Click on any word to see more details.乾下離上
Da You indicates that, (under the circumstances which it implies), there will be great progress and success.
In Da You the weak (line) has the place of honour, is grandly central, and (the strong lines) above and below respond to it. Hence comes its name of Da You (Having what is Great). The attributes (of its component trigrams) are strength and vigour with elegance and brightness. (The ruling line in it) responds to (the ruling line in the symbol of) heaven, and (consequently) its action is (all) at the proper times. In this way (it is said to) indicate great progress and success.
(The trigram for) heaven and (that of) fire above it form Da You. The superior man, in accordance with this, represses what is evil and gives distinction to what is good, in sympathy with the excellent Heaven-conferred (nature).
In the first NINE, undivided, there is no approach to what is injurious, and there is no error. Let there be a realisation of the difficulty (and danger of the position), and there will be no error (to the end).
This first NINE, (undivided), of Da You shows no approach to what is injurious.
In the second NINE, undivided, we have a large waggon with its load. In whatever direction advance is made, there will be no error.
'A large waggon with its load' refers to the (virtue) accumulated (in the subject of the line), so that he will suffer no loss (in the conduct of affairs).
The third NINE, undivided, shows us a feudal prince presenting his offerings to the Son of Heaven. A small man would be unequal (to such a duty).

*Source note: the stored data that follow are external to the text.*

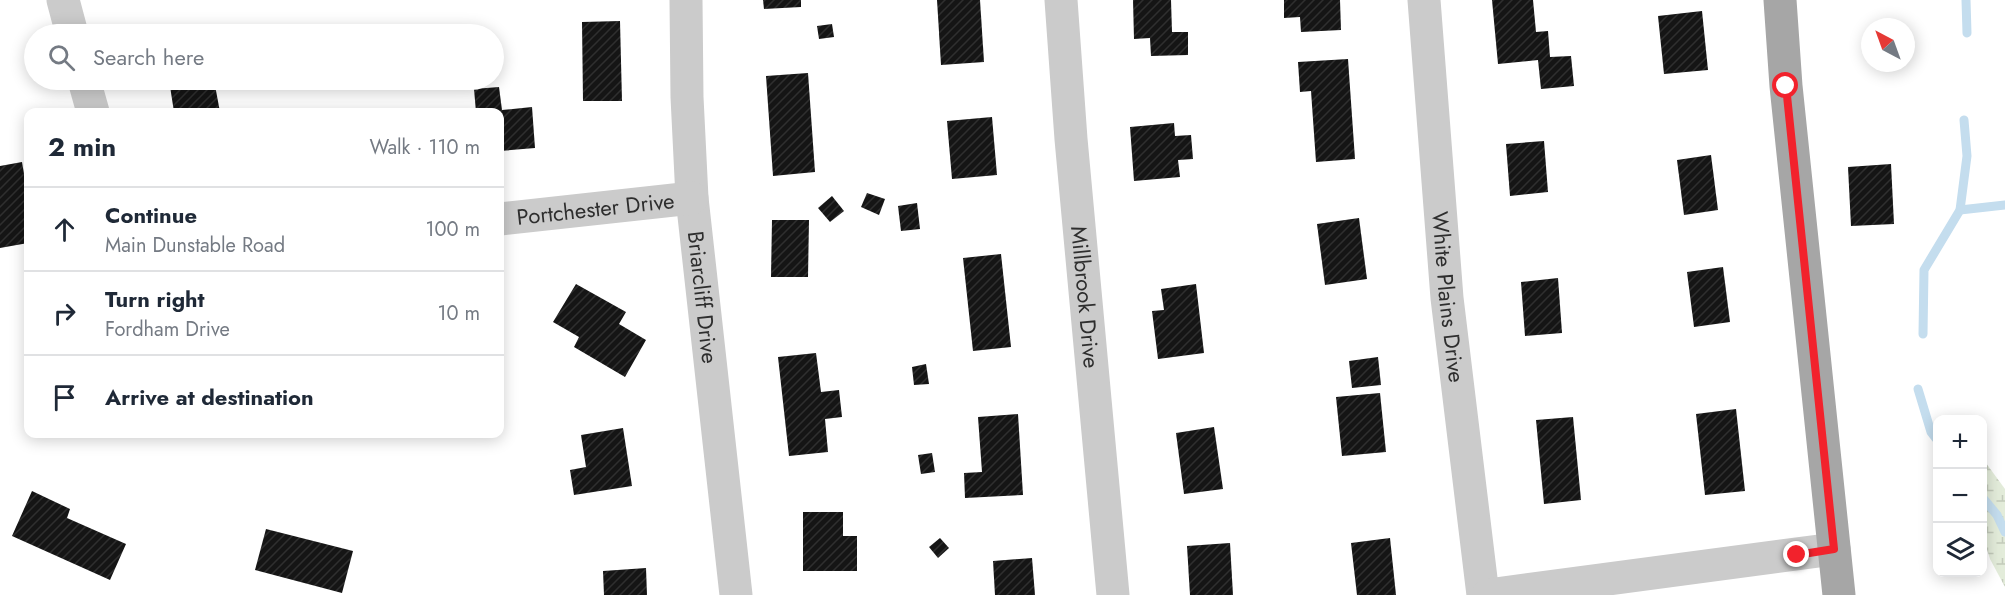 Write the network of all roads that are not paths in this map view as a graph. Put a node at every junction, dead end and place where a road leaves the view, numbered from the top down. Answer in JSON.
{"nodes":[{"id":1,"x":63,"y":0,"type":"edge"},
{"id":2,"x":686,"y":0,"type":"edge"},
{"id":3,"x":1061,"y":0,"type":"edge"},
{"id":4,"x":1424,"y":0,"type":"edge"},
{"id":5,"x":1780,"y":0,"type":"edge"},
{"id":6,"x":69,"y":24,"type":"edge"},
{"id":7,"x":87,"y":90,"type":"edge"},
{"id":8,"x":92,"y":108,"type":"edge"},
{"id":9,"x":692,"y":198,"type":"junction"},
{"id":10,"x":504,"y":219,"type":"edge"},
{"id":11,"x":1834,"y":549,"type":"junction"},
{"id":12,"x":736,"y":595,"type":"edge"},
{"id":13,"x":1113,"y":595,"type":"edge"},
{"id":14,"x":1483,"y":595,"type":"edge"},
{"id":15,"x":1488,"y":595,"type":"edge"},
{"id":16,"x":1839,"y":595,"type":"edge"}],
"edges":[{"from":1,"to":6,"type":"street"},
{"from":2,"to":9,"type":"street","name":"Briarcliff Drive"},
{"from":3,"to":13,"type":"street","name":"Millbrook Drive"},
{"from":4,"to":14,"type":"street","name":"White Plains Drive"},
{"from":5,"to":11,"type":"main road"},
{"from":7,"to":8,"type":"street"},
{"from":9,"to":10,"type":"street","name":"Portchester Drive"},
{"from":9,"to":12,"type":"street","name":"Briarcliff Drive"},
{"from":11,"to":15,"type":"street"},
{"from":11,"to":16,"type":"main road"}]}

'A feudal prince presents his offerings to the son of Heaven:' - a small man (in such a position) does (himself) harm.
The fourth NINE, undivided, shows its subject keeping his great resources under restraint. There will be no error.
'He keeps his great resources under restraint:' - his wisdom discriminates clearly (what he ought to do).
The fifth SIX, divided, shows the sincerity of its subject reciprocated by that of all the others (represented in the hexagram). Let him display a proper majesty, and there will be good fortune.
'His sincerity is reciprocated by all the others:' - his sincerity serves to stir and call out what is in their minds. 'The good fortune springing from a display of proper majesty' shows how they might (otherwise) feel too easy, and make no preparation (to serve him).
The topmost NINE, undivided, shows its subject with help accorded to him from Heaven. There will be good fortune, advantage in every respect.
'The good fortune attached to the topmost line of Da You' arises from the help of Heaven.